The former home of the French restaurant Tabou, Bishop Sessa aims for a more relaxed dining experience. The surroundings are sophisticated and sleek, especially in the wood-lined dining room upstairs. Chef Paul Cooper graduated from Michelin-starred restaurants in Spain, London and Hong Kong and returned to Australia to work at The Botanical in Melbourne before opening his first place in Surry Hills with co-owner Erez Gordon.
The food is pretty varied. For example, an entree steamed bun with quail and ginger in hoi sin sauce is followed by a thinly sliced ceviche ($18) with innovative dollops of creamed avocado, lemon and a wonderful ginger beer sorbet. The food is also pretty to look at. A neatly arranged spanner crab remoulade ($19) sits atop slithers of light watermelon prosciutto. Pork belly ($33) sits side by side with pearl barley, peas, roast apple sauce and a pickled and carmelised plum. An interesting bunch of colours and tastes.

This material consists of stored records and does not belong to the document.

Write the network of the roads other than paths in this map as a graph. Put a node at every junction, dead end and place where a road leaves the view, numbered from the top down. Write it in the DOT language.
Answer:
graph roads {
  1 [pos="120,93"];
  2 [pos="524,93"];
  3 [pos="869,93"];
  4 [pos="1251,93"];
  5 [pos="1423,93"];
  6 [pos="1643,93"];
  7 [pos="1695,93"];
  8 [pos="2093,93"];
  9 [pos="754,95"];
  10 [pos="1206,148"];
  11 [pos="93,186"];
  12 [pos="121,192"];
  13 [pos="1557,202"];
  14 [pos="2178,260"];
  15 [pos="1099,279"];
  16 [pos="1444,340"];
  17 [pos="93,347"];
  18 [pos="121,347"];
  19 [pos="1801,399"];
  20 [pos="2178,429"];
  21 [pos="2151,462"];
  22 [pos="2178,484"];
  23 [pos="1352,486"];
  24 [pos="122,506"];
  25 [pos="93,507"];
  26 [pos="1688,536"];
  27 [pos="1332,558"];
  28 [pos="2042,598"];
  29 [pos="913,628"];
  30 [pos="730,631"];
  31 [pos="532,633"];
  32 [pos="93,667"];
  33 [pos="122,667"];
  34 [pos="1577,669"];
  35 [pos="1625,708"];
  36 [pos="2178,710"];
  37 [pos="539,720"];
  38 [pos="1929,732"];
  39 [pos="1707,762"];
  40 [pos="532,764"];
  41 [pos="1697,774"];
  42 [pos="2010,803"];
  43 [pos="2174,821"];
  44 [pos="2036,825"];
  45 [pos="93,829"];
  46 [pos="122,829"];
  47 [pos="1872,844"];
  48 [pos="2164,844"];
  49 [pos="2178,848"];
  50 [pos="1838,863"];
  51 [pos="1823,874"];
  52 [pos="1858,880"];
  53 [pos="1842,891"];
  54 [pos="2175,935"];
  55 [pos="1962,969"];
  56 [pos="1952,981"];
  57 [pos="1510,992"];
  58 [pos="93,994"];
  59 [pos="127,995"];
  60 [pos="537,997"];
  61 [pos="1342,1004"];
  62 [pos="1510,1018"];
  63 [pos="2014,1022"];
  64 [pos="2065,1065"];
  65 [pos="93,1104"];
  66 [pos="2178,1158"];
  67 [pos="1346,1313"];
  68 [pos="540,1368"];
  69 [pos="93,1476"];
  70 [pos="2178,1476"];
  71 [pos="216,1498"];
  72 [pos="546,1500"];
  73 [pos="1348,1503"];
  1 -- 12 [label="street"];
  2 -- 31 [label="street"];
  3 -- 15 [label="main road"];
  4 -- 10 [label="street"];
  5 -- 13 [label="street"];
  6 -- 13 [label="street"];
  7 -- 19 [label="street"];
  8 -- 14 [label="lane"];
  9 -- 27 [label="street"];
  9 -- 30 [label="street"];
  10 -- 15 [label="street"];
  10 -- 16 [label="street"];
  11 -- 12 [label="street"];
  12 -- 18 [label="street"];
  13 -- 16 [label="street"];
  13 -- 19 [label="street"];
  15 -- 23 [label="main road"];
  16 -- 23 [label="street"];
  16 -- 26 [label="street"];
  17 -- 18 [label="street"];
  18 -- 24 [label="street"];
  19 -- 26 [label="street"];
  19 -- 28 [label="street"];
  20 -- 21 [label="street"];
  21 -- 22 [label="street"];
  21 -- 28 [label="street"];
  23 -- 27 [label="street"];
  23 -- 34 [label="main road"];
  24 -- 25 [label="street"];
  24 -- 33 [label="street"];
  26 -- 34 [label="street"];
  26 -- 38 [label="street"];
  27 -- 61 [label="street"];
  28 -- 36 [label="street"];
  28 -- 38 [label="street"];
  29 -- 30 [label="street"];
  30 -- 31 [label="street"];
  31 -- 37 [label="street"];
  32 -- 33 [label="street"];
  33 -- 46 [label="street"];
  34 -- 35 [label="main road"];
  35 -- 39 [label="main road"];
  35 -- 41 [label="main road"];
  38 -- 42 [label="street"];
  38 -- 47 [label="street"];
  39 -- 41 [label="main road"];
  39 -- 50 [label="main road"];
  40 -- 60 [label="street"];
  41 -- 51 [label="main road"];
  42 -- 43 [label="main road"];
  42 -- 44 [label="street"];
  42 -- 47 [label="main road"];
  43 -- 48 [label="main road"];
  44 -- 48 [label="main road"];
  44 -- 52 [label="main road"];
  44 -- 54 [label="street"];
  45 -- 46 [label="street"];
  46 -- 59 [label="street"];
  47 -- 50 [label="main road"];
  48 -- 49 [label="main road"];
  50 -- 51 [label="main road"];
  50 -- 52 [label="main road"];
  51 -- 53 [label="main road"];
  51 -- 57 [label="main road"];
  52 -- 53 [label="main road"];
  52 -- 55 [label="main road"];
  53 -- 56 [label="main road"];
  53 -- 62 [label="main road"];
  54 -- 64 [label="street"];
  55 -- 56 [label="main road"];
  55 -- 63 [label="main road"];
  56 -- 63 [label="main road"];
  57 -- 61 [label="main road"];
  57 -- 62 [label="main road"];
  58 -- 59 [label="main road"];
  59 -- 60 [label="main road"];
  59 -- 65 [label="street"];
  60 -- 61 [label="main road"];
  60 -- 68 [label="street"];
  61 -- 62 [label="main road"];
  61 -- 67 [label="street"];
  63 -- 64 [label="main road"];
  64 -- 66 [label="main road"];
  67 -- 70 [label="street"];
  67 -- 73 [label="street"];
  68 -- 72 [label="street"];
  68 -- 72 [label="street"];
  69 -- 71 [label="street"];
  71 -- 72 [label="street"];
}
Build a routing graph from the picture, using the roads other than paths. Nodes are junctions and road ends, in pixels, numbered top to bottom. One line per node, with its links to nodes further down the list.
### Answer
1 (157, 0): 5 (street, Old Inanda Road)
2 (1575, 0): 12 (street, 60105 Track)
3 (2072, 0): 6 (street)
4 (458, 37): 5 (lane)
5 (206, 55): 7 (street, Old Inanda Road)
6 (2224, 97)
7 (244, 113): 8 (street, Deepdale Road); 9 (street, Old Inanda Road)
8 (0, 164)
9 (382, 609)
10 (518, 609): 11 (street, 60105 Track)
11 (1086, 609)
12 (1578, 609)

It's not all fine dining. There's a wagyu sausage hot dog with melted cheddar ($10) on the bar menu for dudes or dudettes lamenting some heart-troubled, sit-down fast food. The four desserts are all worth a go, especially the honey iced nougat with green tea jelly ($13) and the cherry frangipane.
A name change can give a venue cause to reinvent itself. Bishop Sessa hasn't changed its world, just adjusted the axis to give more gravity to its food, which is excellent.